◆ Task item:
Please look for the string "Idlewood" below and report every line in which it occurs.

◆ Data extracts:
....

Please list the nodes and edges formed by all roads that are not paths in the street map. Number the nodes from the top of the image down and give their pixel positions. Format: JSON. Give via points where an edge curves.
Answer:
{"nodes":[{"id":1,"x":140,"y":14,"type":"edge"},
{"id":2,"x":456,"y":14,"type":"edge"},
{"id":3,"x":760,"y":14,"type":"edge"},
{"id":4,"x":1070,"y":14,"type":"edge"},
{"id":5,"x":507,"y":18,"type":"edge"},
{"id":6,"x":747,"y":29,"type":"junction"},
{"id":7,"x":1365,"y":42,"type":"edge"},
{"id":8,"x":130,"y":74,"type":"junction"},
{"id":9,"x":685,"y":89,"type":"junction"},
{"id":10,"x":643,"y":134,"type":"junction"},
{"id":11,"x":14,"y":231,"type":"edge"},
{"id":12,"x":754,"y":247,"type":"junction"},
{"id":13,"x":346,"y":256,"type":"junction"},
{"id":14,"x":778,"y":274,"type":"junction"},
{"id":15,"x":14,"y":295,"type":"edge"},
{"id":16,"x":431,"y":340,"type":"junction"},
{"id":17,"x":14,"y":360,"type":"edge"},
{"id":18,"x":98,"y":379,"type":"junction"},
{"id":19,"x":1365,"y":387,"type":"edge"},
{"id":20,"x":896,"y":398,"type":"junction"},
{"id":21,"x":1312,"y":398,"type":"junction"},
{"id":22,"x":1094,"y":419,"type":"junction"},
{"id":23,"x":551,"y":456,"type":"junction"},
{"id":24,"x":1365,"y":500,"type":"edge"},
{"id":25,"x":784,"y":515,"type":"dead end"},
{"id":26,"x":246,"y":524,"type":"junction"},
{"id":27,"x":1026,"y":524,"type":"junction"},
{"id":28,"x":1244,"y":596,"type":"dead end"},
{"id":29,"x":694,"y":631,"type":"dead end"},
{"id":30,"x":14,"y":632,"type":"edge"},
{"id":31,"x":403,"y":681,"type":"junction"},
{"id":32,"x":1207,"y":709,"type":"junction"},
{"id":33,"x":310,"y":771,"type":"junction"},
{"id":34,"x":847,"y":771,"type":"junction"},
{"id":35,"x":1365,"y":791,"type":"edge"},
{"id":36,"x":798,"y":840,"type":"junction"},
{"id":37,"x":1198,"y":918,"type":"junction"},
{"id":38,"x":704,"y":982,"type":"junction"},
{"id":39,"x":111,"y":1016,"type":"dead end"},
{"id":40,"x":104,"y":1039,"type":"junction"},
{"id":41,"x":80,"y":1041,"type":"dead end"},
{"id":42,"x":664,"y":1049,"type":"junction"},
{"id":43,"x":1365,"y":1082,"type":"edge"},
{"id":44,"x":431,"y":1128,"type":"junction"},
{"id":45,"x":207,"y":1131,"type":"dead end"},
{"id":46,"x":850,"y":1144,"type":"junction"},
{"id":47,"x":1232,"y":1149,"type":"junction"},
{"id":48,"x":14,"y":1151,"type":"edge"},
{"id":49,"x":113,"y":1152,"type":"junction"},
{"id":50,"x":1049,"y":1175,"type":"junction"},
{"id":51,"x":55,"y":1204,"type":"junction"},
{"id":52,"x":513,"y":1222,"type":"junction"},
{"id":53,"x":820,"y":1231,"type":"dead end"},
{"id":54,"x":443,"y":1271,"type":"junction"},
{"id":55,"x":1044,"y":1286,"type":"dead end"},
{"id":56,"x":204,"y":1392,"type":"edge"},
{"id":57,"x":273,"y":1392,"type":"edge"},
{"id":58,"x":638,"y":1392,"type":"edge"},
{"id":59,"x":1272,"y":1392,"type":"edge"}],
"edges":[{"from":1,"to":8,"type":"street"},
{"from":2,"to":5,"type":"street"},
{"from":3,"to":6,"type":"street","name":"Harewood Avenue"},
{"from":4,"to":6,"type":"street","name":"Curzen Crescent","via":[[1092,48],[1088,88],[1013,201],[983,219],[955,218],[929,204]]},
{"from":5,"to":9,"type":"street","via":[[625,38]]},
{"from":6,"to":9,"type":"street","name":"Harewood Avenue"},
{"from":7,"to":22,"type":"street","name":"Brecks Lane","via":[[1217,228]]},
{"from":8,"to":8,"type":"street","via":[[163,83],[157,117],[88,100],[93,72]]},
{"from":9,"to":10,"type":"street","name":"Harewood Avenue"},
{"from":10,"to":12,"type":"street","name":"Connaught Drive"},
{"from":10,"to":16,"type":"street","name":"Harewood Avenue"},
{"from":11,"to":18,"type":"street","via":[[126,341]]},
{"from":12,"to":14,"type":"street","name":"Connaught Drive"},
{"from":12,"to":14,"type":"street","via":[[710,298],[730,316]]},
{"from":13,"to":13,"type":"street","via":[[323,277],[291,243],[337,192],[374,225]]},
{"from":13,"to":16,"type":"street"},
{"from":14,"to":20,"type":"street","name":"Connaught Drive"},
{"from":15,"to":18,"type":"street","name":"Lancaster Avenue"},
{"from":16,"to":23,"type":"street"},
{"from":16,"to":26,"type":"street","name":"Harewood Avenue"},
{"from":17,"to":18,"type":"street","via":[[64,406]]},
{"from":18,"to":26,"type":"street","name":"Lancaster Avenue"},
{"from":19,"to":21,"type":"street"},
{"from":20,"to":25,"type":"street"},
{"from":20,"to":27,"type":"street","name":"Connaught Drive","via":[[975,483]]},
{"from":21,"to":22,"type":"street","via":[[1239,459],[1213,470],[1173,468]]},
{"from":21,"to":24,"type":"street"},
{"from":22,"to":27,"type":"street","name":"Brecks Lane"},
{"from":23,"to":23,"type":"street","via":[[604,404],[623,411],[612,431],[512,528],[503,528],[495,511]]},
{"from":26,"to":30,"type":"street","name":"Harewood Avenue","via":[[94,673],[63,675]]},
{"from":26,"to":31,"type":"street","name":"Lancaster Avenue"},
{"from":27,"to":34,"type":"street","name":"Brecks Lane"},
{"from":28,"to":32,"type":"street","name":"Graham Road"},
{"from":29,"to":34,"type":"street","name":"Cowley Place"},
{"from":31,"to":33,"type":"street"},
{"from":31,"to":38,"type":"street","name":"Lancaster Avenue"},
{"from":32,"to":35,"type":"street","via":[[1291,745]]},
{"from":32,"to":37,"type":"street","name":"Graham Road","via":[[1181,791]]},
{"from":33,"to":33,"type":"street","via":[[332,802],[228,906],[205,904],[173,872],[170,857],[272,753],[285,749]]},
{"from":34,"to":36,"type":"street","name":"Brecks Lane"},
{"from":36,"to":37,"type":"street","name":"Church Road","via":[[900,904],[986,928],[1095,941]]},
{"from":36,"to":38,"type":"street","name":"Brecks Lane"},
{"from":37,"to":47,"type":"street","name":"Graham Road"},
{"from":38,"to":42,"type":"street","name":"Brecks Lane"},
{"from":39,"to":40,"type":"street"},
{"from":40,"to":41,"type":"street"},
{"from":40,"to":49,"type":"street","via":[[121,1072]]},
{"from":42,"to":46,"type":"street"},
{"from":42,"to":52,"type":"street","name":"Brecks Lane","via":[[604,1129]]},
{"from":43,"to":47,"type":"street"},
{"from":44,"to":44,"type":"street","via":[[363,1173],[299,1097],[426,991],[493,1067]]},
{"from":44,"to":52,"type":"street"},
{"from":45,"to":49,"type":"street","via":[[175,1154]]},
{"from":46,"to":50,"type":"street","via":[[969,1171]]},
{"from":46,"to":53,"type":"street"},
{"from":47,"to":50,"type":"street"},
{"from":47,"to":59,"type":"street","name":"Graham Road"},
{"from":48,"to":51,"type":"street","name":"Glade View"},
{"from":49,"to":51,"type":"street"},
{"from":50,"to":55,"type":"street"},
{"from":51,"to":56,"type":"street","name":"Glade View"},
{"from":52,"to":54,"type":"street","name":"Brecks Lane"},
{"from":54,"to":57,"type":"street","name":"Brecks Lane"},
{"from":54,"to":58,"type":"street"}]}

....

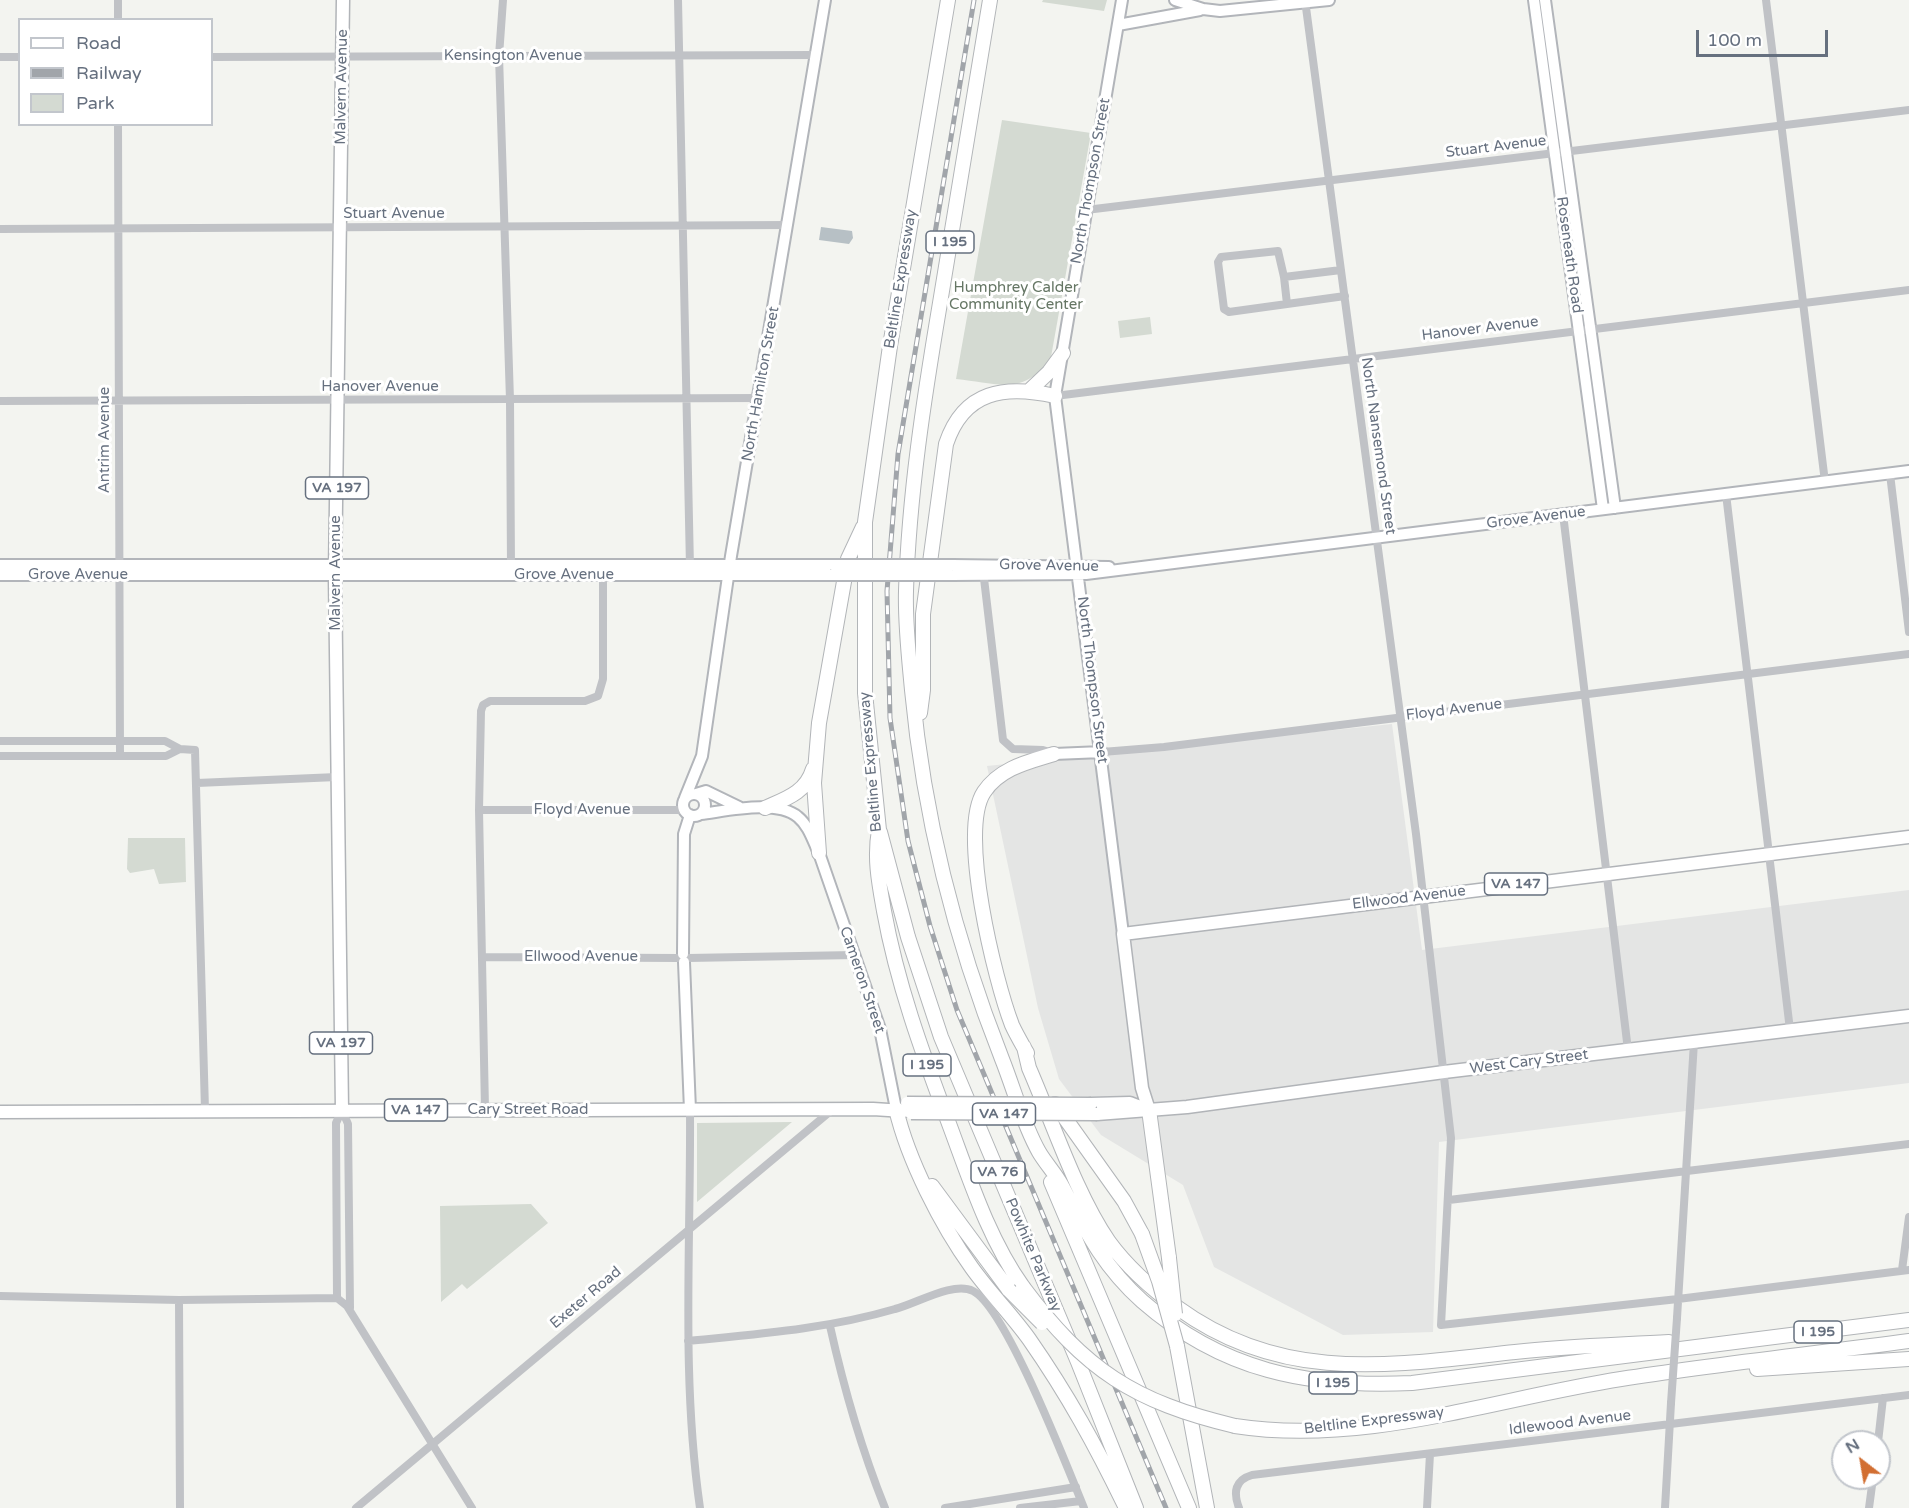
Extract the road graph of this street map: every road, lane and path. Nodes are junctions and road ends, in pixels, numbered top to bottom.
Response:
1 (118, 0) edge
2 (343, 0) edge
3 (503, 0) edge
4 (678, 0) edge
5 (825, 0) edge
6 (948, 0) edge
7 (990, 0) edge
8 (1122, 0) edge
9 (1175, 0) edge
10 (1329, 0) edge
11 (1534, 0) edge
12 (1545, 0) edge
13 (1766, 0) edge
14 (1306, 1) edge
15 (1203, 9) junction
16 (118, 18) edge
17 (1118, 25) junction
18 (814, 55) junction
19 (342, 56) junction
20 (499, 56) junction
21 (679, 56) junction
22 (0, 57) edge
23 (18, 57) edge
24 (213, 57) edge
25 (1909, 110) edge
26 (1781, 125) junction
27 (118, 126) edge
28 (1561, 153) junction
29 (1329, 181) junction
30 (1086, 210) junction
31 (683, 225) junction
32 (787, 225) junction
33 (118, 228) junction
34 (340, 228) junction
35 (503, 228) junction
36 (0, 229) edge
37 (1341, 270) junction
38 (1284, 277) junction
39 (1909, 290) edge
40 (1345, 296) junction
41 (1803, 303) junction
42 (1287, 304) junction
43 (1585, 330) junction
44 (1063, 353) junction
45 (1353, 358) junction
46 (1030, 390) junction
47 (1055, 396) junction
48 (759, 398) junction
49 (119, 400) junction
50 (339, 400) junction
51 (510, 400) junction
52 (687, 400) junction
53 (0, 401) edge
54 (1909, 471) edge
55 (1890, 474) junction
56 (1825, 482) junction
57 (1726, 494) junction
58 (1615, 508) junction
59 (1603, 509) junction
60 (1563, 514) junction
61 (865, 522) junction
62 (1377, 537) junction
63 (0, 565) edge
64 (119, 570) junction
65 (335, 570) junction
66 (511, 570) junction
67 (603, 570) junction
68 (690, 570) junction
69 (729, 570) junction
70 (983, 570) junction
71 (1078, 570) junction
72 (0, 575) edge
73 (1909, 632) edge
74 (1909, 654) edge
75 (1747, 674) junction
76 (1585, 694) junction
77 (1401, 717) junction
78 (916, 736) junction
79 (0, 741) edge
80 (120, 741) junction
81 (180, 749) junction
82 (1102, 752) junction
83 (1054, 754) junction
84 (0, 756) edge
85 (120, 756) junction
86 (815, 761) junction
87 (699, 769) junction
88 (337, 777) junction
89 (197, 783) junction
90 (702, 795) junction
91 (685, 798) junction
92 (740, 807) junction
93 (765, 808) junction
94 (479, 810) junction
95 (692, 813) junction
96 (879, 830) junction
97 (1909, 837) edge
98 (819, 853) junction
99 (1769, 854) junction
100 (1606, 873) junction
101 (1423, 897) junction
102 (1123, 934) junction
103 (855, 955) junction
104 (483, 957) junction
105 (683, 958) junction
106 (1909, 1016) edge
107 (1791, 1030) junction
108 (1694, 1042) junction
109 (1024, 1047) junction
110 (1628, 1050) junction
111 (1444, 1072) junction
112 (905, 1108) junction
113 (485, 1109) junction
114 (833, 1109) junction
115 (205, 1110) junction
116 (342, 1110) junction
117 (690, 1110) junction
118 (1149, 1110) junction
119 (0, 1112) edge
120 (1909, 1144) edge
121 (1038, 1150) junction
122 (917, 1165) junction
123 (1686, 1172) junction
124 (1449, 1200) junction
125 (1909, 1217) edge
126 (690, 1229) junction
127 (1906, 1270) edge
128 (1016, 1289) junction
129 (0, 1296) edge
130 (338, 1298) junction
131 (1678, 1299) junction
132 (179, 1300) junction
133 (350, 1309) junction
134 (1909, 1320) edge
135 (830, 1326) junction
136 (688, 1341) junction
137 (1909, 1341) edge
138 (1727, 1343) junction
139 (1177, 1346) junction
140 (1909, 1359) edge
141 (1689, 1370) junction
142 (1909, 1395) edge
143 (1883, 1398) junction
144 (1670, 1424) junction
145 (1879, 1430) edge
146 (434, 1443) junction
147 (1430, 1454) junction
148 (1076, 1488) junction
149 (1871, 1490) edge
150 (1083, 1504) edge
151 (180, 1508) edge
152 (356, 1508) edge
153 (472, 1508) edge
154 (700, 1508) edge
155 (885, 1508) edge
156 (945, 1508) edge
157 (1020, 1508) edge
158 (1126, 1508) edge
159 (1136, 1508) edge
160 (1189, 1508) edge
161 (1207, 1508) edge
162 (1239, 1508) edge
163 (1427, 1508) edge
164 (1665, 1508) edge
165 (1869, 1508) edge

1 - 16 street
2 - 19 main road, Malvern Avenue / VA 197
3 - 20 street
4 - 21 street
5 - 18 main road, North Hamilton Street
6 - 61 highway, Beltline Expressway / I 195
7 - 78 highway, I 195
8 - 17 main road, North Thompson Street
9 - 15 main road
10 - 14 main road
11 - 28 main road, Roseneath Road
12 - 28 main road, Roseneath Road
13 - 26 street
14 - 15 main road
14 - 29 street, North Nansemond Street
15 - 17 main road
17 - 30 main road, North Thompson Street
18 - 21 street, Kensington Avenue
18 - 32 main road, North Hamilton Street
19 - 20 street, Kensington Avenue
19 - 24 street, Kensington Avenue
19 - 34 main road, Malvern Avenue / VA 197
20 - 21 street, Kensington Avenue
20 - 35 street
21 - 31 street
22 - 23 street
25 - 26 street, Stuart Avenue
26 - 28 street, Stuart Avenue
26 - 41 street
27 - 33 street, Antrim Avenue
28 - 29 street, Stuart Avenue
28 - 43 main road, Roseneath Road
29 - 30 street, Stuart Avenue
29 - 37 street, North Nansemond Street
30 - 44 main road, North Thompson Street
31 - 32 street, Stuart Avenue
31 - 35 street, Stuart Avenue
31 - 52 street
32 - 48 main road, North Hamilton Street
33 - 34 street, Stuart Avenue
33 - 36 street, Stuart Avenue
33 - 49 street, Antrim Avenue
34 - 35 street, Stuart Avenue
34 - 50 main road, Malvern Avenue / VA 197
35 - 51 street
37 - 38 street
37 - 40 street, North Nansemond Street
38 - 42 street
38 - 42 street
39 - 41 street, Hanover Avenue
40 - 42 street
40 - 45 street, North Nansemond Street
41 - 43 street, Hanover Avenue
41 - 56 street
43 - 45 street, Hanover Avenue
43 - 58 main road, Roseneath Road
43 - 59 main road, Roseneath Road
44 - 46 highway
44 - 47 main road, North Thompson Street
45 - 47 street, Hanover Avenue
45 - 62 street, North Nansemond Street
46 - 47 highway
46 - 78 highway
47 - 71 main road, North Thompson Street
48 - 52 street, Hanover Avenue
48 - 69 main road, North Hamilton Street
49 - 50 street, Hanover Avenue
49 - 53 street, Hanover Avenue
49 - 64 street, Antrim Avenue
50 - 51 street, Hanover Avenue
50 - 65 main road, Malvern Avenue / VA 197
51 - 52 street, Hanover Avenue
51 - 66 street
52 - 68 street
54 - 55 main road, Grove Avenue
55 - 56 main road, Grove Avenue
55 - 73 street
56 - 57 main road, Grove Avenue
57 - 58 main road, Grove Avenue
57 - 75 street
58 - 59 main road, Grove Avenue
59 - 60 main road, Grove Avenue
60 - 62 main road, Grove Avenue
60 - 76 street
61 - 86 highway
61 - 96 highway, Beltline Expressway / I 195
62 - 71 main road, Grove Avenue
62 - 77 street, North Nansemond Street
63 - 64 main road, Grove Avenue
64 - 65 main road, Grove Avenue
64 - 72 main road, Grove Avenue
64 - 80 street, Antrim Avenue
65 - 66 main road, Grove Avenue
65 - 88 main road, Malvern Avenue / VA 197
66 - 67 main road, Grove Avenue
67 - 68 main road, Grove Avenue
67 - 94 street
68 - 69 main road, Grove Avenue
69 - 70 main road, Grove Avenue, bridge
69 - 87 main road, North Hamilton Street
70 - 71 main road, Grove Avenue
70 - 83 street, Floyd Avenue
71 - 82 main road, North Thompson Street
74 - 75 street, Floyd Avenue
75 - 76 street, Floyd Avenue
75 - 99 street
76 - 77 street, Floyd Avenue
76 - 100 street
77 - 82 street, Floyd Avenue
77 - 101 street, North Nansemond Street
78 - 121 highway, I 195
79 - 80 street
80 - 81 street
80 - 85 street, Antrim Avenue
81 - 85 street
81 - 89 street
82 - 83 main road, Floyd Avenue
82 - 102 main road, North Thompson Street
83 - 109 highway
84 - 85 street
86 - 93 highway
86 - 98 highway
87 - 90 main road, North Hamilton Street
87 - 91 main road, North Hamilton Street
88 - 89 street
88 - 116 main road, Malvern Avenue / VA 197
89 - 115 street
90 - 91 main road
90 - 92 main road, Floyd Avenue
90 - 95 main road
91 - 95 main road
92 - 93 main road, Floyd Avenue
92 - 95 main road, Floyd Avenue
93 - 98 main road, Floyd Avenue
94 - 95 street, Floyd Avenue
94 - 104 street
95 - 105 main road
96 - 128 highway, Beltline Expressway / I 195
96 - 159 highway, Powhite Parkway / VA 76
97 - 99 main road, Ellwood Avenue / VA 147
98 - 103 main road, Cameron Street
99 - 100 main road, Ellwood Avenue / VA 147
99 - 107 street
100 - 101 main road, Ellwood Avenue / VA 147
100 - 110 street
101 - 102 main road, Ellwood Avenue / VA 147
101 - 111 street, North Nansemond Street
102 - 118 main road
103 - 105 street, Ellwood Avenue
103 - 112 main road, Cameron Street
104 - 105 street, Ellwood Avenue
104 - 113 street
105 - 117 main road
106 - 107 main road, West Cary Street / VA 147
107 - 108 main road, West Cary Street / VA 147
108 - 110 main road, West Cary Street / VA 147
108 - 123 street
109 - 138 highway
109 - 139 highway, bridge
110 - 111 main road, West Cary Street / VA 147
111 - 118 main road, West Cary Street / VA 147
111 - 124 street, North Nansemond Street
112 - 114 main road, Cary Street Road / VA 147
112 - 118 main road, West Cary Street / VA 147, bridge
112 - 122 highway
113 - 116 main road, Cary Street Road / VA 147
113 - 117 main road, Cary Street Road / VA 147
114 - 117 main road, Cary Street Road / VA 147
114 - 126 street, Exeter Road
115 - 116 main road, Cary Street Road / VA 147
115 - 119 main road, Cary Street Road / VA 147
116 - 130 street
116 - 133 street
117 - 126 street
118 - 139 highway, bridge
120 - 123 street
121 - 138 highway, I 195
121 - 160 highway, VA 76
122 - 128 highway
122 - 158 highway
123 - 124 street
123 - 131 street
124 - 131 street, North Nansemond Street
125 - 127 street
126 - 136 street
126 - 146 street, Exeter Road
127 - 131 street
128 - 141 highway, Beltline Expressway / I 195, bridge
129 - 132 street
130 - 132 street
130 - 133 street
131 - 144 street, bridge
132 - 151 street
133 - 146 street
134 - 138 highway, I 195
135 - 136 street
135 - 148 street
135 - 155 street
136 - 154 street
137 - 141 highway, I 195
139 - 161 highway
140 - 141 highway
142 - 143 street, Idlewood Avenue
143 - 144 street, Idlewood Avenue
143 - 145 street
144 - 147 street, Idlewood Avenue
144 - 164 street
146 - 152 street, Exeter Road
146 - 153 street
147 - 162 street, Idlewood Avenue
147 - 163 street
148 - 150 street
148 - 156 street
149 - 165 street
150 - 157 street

....

◆ Result for this exercise:
142 - 143 street, Idlewood Avenue
143 - 144 street, Idlewood Avenue
144 - 147 street, Idlewood Avenue
147 - 162 street, Idlewood Avenue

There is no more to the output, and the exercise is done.